LIGHTHOUSE OF ALEXANDRIA

The Lighthouse of Alexandria, sometimes called the Pharos of Alexandria, was a lighthouse built by the Ptolemaic Kingdom, during the reign Ptolemy II Philadelphus (280–247 BC) which has been estimated to be 100 metres in overall height. For many centuries it was one of the tallest man-made structures in the world. Badly damaged by three earthquakes between AD 956 and 1323, it then became an abandoned ruin. It was the third longest surviving ancient wonder (after the Mausoleum at Halicarnassus and the extant Great Pyramid of Giza), surviving in part until 1480, when the last of its remnant stones were used to build the Citadel of Qaitbay on the site.

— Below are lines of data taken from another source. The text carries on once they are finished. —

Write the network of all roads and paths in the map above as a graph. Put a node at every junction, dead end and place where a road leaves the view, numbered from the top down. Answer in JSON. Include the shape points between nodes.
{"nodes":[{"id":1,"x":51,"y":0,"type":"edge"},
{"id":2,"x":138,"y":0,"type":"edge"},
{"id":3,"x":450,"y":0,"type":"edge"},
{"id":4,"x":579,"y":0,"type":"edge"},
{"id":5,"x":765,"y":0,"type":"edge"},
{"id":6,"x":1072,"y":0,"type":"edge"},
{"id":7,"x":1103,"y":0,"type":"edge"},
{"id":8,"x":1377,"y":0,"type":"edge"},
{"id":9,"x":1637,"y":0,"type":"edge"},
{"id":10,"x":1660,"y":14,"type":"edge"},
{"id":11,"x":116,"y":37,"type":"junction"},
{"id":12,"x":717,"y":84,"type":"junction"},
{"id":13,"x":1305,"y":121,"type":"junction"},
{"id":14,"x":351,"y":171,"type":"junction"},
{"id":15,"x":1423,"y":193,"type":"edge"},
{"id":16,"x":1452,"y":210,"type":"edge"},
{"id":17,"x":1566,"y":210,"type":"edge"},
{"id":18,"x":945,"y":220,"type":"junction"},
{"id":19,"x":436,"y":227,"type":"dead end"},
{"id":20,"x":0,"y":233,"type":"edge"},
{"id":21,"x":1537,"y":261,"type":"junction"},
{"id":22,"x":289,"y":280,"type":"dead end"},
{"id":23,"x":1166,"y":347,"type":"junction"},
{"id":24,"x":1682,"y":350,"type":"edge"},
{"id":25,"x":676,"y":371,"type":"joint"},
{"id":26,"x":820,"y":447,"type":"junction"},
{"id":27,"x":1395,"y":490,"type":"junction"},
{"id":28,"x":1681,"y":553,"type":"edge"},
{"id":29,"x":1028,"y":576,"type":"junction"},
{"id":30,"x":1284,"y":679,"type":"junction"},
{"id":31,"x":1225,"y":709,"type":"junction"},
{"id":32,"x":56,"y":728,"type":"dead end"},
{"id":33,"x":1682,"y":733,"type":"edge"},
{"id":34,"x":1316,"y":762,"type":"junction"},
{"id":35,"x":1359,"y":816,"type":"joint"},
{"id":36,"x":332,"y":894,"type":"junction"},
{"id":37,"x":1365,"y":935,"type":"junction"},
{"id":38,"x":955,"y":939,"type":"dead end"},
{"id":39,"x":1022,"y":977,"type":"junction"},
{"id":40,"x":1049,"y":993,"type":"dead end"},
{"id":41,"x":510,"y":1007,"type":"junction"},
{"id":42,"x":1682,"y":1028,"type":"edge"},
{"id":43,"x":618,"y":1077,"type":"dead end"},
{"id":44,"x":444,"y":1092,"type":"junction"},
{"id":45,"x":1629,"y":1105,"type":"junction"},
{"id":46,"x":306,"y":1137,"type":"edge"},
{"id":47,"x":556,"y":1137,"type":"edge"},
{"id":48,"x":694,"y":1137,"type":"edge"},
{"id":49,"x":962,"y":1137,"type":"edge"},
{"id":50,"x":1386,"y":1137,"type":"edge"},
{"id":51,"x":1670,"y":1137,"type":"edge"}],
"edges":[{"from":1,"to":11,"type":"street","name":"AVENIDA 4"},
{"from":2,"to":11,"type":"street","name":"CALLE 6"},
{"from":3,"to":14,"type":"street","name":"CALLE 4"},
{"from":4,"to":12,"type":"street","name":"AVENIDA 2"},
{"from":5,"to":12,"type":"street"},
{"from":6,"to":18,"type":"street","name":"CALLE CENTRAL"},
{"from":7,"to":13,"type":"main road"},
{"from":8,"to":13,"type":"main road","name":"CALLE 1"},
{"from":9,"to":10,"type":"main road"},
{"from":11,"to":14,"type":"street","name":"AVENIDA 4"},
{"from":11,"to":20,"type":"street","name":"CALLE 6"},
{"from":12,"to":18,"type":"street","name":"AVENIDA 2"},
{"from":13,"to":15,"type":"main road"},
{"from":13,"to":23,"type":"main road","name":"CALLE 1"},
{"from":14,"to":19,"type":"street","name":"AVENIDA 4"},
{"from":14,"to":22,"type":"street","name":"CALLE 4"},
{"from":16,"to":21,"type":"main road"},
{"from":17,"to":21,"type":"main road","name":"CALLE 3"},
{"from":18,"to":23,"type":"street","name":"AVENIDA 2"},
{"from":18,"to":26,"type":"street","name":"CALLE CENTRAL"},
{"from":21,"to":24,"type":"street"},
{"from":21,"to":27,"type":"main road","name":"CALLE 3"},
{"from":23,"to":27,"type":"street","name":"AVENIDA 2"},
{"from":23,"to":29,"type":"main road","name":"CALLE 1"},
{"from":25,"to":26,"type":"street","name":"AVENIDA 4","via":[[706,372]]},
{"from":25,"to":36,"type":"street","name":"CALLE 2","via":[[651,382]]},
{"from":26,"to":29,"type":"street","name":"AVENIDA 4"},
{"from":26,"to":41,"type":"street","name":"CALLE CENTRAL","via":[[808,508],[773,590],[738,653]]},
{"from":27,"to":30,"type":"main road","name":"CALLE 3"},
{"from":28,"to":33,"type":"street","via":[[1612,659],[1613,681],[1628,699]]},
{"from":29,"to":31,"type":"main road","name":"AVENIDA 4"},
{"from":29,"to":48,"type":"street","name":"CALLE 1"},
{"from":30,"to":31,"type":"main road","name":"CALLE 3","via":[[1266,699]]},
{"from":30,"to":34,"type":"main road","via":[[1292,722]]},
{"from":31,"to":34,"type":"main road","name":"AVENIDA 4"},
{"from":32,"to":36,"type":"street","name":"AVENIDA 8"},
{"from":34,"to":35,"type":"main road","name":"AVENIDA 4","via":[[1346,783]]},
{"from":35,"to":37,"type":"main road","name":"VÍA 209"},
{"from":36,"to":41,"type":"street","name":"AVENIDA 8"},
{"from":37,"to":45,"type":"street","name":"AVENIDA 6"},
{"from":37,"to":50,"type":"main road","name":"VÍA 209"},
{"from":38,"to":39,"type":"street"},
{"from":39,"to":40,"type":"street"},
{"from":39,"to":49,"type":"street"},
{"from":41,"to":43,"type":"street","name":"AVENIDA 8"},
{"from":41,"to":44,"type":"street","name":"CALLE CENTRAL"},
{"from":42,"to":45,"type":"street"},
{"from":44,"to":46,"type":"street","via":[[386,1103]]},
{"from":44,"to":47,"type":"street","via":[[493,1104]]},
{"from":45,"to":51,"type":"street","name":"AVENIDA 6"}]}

In 1994, French archaeologists discovered some remains of the lighthouse on the floor of Alexandria’s Eastern Harbour. In 2016 the Ministry of State of Antiquities in Egypt had plans to turn submerged ruins of ancient Alexandria, including those of the Pharos, into an underwater museum.

STATUE OF ZEUS AT OLYMPIA

The Statue of Zeus at Olympia was a giant seated figure, about 13 m tall, made by the Greek sculptor Phidias around 435 BC at the sanctuary of Olympia, Greece, and erected in the Temple of Zeus there. A sculpture of ivory plates and gold panels over a wooden framework, it represented the god Zeus sitting on an elaborate cedar wood throne ornamented with ebony, ivory, gold and precious stones. It was lost and destroyed during the 5th century AD with no copy ever being found, and details of its form are known only from ancient Greek descriptions and representations on coins.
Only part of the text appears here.